La flotte baleiniere nipponne va devenir un sujet d’iritation constante pour le ministere de la pêche japonais. Les baleiniers demandent de plus en plus de subsides pour compenser leurs pertes financieres dûes a la coupe drastique dans leur quota occasionnée par Sea Shepherd. L’économie japonaise n’est pas en bonne santé et l’industrie baleiniere est également au sein de scandales avec des accusations de corruption, incluant des cas de corruption active et autres magouilles.
Ceci pourrait bien être la derniere saison pour Sea Shepherd d’envoyer sa flotte dans le grand sud. Nous espérons sincerement que ce soit le cas, mais si les baleiniers braconniers japonais retournent dans le sanctuaire océanique en Décembre 2011, ils nous trouverons une fois de plus sur leur chemin. Nous les attendrons.
Nous expulserons ces braconniers hors du sanctuaire baleinier du grand sud en les coulant économiquement.

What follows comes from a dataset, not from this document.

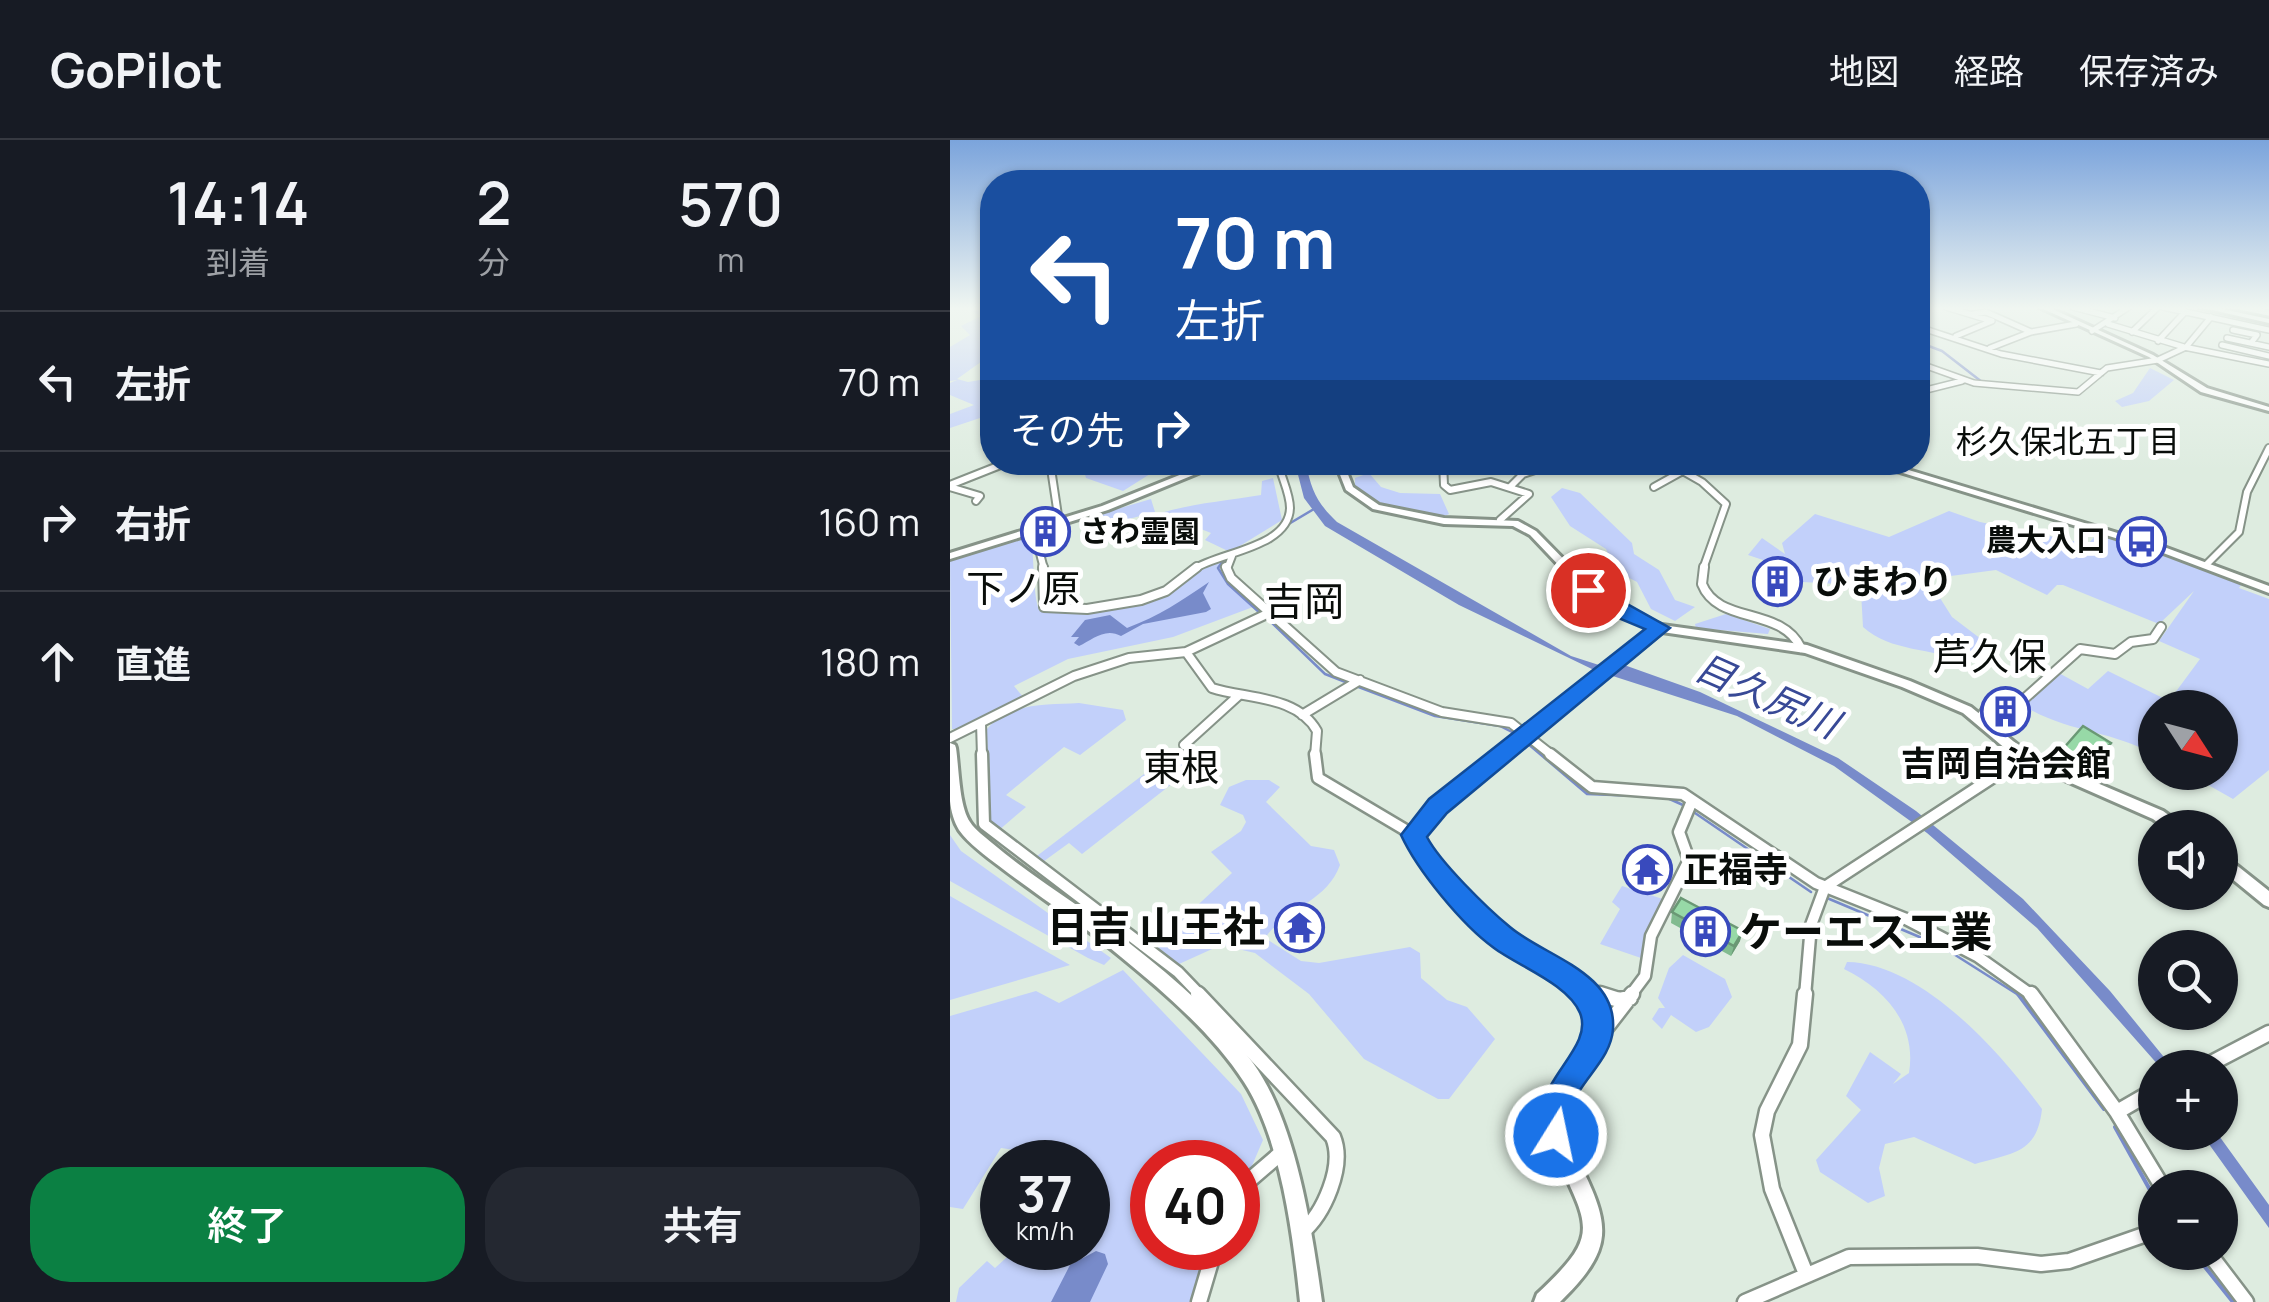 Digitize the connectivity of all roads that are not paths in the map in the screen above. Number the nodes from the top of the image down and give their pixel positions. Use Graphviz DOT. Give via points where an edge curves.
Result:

La marée s’est renversée pour eux et si nous y retournons a la fin de l’année, ce sera plus fort encore que cette saison, de même que nous sommes retournés chaque année plus forts et déterminés que les années précédentes depuis que nous avons commencé ces voyages salvateurs en 2002. Nous avons développé nos ressources, raffiné nos techniques et appris de notre expérience passée.
Une fois que nous aurons réussi a virer ces braconniers baleiniers japonais du sanctuaire océanique de l’océan du grand sud, notre objectif est d’en faire un véritable sanctuaire pour que les baleines y vivent enfin en paix.
– Capitaine Paul Watson a bord du Steve Irwin le 30 Janvier 2011 –
février 2, 2011 à 11:44
question :
est-il possible de "prévenir" les baleines ?
leurs faire parvenir des sons ( de détresses, d’alerte) qui les éloignent
des zones où se trouvent les bateaux nippons,
en quelque sorte vider de proies la zone de pèche pour les baleiniers
février 2, 2011 à 12:17
Si le langage des baleines a été et est toujours étudié, leurs signaux de détresse ou danger l’ont aussi été, mais cela pose a priori plusieurs problemes quant a cette tactique:
1- Les baleines sont la-bas pour une raison essentiellement simple: la bouffe. Les baleines migrent et ne restent a un endroit aussi vaste soit-il que pour des raisons tres spécifiques: nutrition saisonniere, reproduction, mise bas, etc… Ainsi, émettre des signaux si perturbateurs interféreraient avec leur cycle migratoire naturel.
2- Cela pourrait aussi les forcer hors de la zone qui ne l’oublions pas est un sanctuaire décrété par moratoire des Nations-Unies, même si les japonais s’en contre-foutent. Ainsi il deviendrait plus délicat pour Sea Shepherd d’intervenir a la fois en pleine mer, mais aussi dans les eaux internationales. La loi internationale de fait, protege a la fois les baleines et leurs protecteurs, même si personne ne désire faire respecter les conventions de force a une nation comme le Japon; au moins Sea Shepherd est en droit de faire respecter le moratoire par "action citoyenne".
Ce sont les deux point essentiels que nous pouvons essayer d’entrevoir, mais sur la question Sea Shepherd sont les experts incontestés. Il serait certainement tres intéressant et utile de leur poser la question directement. Nous publierons leur réponse a votre question si vous le désirez.
Une chose est sûre quoi qu’il en soit: leur action directe est un exemple. Paul Watson est un tres fin stratege.